Lorsqu’on a tiré le vin de la cuve, qu’il est vidé dans les futailles, il y continue pendant quelque temps encore sa fermentation tumultueuse, à moins qu’on ait décuvé lorsque toute la masse de la vendange a cessé de fermenter, & lorsqu’elle a perdu toute sa chaleur, de manière qu’elle est à la température de celle du cellier ; dans ce cas, le vin est certainement très-dur, très-plat, très-grossier. Dès que ce dernier prolongement de la fermentation tumultueuse a cessé, commence l’insensible qui perfectionne ce que l’autre a dégrossi. Si l’on considère cette liqueur dans le tonneau, dans une bouteille, on ne découvre aucune apparence de mouvement, mais il n’existe pas moins. Le sucre mis dans l’eau, & déjà cité pour exemple, en est la preuve. Si on en veut une plus convaincante, on peut considérer les douves d’un tonneau bien bouché, lorsque les vents du midi règnent avec force, ou bien au renouvellement de la chaleur du printemps, & dans sa seconde crise au mois d’août ; pour peu que les douves joignent, que le fausset soit de bois spongieux, on voit la liqueur suinter, former un mucilage dans ces endroits.

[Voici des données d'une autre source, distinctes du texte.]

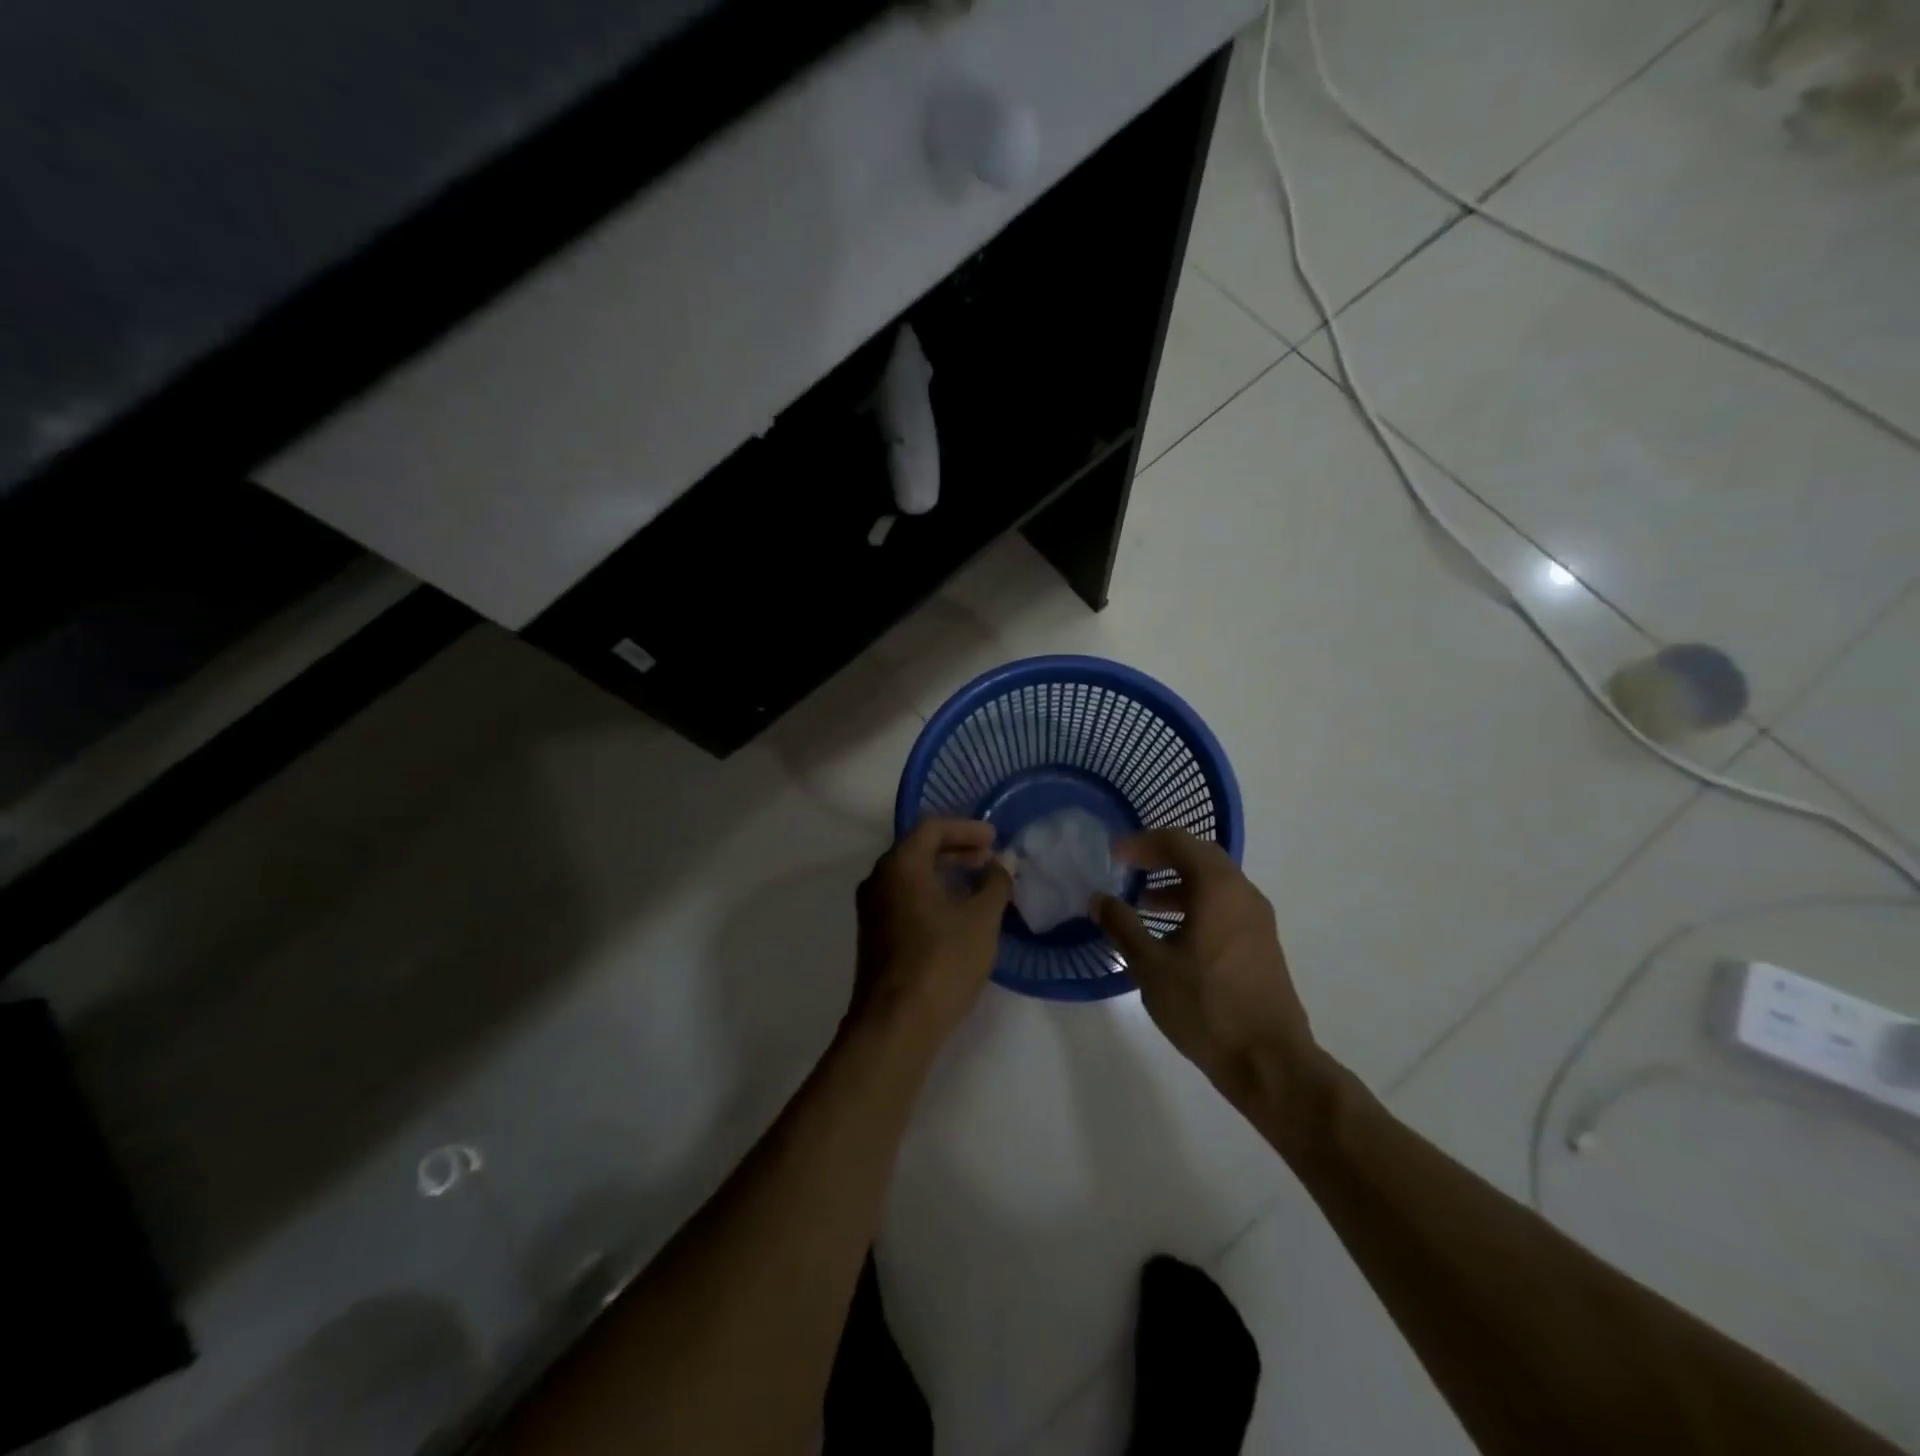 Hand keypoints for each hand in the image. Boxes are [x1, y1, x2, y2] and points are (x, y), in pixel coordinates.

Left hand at [852, 818, 1011, 1045]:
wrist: (895, 1024)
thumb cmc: (942, 962)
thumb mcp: (981, 920)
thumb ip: (995, 884)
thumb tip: (1002, 863)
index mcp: (900, 865)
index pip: (932, 827)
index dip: (966, 828)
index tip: (994, 838)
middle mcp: (878, 879)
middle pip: (918, 848)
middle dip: (956, 848)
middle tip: (990, 857)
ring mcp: (872, 908)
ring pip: (911, 875)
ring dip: (945, 872)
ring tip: (979, 882)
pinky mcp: (874, 934)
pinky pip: (905, 897)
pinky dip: (931, 892)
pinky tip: (957, 911)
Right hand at [1092, 830, 1325, 1114]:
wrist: (1269, 1062)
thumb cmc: (1205, 1006)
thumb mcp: (1150, 965)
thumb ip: (1122, 925)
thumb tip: (1098, 899)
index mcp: (1218, 888)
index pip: (1178, 842)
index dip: (1141, 843)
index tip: (1113, 855)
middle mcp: (1243, 893)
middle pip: (1199, 857)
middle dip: (1161, 858)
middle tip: (1128, 868)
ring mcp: (1257, 920)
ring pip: (1214, 883)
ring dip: (1178, 884)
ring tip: (1144, 902)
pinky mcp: (1260, 944)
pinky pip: (1224, 906)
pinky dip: (1195, 905)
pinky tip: (1172, 934)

Si le vent du nord s’élève, si la chaleur diminue, tout reste dans l’ordre, le mucilage se dessèche & le fluide se concentre sur lui-même. Dans le premier cas, il occupoit donc un plus grand espace ; dans le second, il avoit donc moins de volume : ces changemens n’ont pu arriver sans un mouvement intestin de toutes les parties : la liqueur dans le thermomètre, démontre par ses oscillations, la contraction ou l’extension de ces liqueurs. Le vin mis en bouteille se soutient beaucoup plus long-temps que dans le tonneau, parce qu’il y est en plus petite masse, qu’il y a moins de mouvement, & enfin l’air a moins de facilité à se débander ; mais si la liqueur touche le bouchon, on court grand risque de voir tout éclater, si le lieu qui les renferme n’a pas toutes les qualités d’une bonne cave ; (voyez ce mot). En supposant toutes ces qualités réunies, le vin éprouvera plus foiblement, il est vrai, le mouvement de la fermentation insensible, mais à la fin il se décomposera : le grand point est d’éloigner, autant qu’il est au pouvoir de l’homme, cette fatale décomposition. Nous en indiquerons, au mot Vin, les moyens convenables.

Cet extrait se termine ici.